Follow Datanami:
May 31, 2016

Why Self-Service Prep Is a Killer App for Big Data


If you’re embarking upon a big data analytics project, you’re likely considering some sort of self-service data preparation tool to help you cleanse, transform, and standardize your data. And if you aren’t, you probably should be.

From a product standpoint, self-service data preparation tools represent one of the most remarkable success stories of the big data revolution. Sure, platforms like Hadoop and Spark have removed technological tethers and turbo-charged our capability to store and process massive amounts of data, in an affordable and reliable manner.

That it itself is a big deal, no doubt about it, especially when it comes to unstructured data, which tends to make up the majority of new data types. But without the capability to cleanse, transform, and standardize all that data at the scale required, all that power could be for naught.

That’s because one of the dirtiest little secrets of the big data world has been the janitorial work that data scientists must do. Despite all the magic that these unicorns can work on data, many of them spend up to 70 percent of their time manually prepping data, as opposed to doing actual analytics.

For all the talk of using big data and parallel processing as a lever to create an advantage in today’s digital economy, that manual munging work represent a weak fulcrum that threatens to  topple the big data investment into a shattered heap.

That, in a nutshell, is why self-service data prep is booming, and why many big data practitioners are investing in a set of tools to bolster their analytic projects.

A Booming Market

Until recently, Gartner analysts predicted that the self-service data preparation market would be subsumed into the larger market for business intelligence (BI) tools. After all, self-service data preparation has been one of the things that BI tools from Tableau, Qlik and others have done for years, and many folks expected this suddenly hot new capability to go back from whence it came.
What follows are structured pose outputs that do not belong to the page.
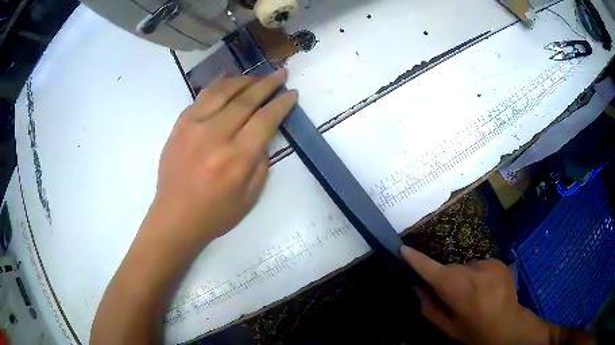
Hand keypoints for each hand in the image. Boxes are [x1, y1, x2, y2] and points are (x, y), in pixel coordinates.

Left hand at [149, 69, 296, 248]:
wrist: (175, 217)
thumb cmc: (216, 213)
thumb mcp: (251, 196)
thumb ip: (261, 161)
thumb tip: (263, 134)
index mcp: (237, 158)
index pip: (265, 119)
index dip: (281, 103)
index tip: (291, 93)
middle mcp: (216, 135)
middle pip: (246, 99)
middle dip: (267, 84)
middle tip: (280, 73)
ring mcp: (194, 126)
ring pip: (224, 91)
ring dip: (244, 80)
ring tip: (257, 76)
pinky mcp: (180, 124)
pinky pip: (201, 96)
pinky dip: (218, 83)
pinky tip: (228, 77)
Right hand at [401, 246, 551, 344]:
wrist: (508, 326)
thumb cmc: (473, 332)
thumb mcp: (446, 327)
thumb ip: (429, 307)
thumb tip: (417, 286)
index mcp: (460, 293)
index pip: (434, 272)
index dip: (417, 261)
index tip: (403, 250)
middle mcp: (476, 273)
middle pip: (450, 268)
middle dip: (445, 278)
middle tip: (450, 295)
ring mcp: (490, 264)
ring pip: (464, 266)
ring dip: (462, 276)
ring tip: (471, 294)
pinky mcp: (499, 261)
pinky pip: (478, 264)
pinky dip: (475, 274)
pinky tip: (484, 288)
But earlier this year, Gartner analysts changed their minds and predicted that the market would stay separate. What’s more, they predicted that the self-service data preparation software market would reach $1 billion by 2019, and that the current adoption rate of 5 percent would grow to 10 percent by 2020.

Other analysts firms also noted the acceleration in the segment, including Forrester, which will be publishing its first Forrester Wave analyst report on self-service data prep tools later this year.


Gartner thinks self-service data prep will be $1 billion business in three years

Depending on how you count them, there are anywhere from 20 to 50 providers of self-service data preparation tools. However, they’re not all equal, and users should carefully examine the offering to make sure they’re getting what they expect. For starters, many BI vendors have jumped onto self-service data prep hayride, even if their capabilities aren’t separate from their core analytics offerings.

“‘Data preparation’ has become something of a bandwagon and a number of vendors are claiming to offer it even though they offer a paucity of required features,” Bloor Research analyst Philp Howard writes in his 2016 report on self-service data preparation and cataloguing software.

IDC analyst Stewart Bond concurs.  “The market itself has been very active,” he said. “There’s a lot of software vendors who are trying to get in on this and say ‘Hey we have self-service data preparation capabilities.’ When you look at the software they have, well they’re just trying to latch onto a trend. What they have really isn’t” self-service data prep.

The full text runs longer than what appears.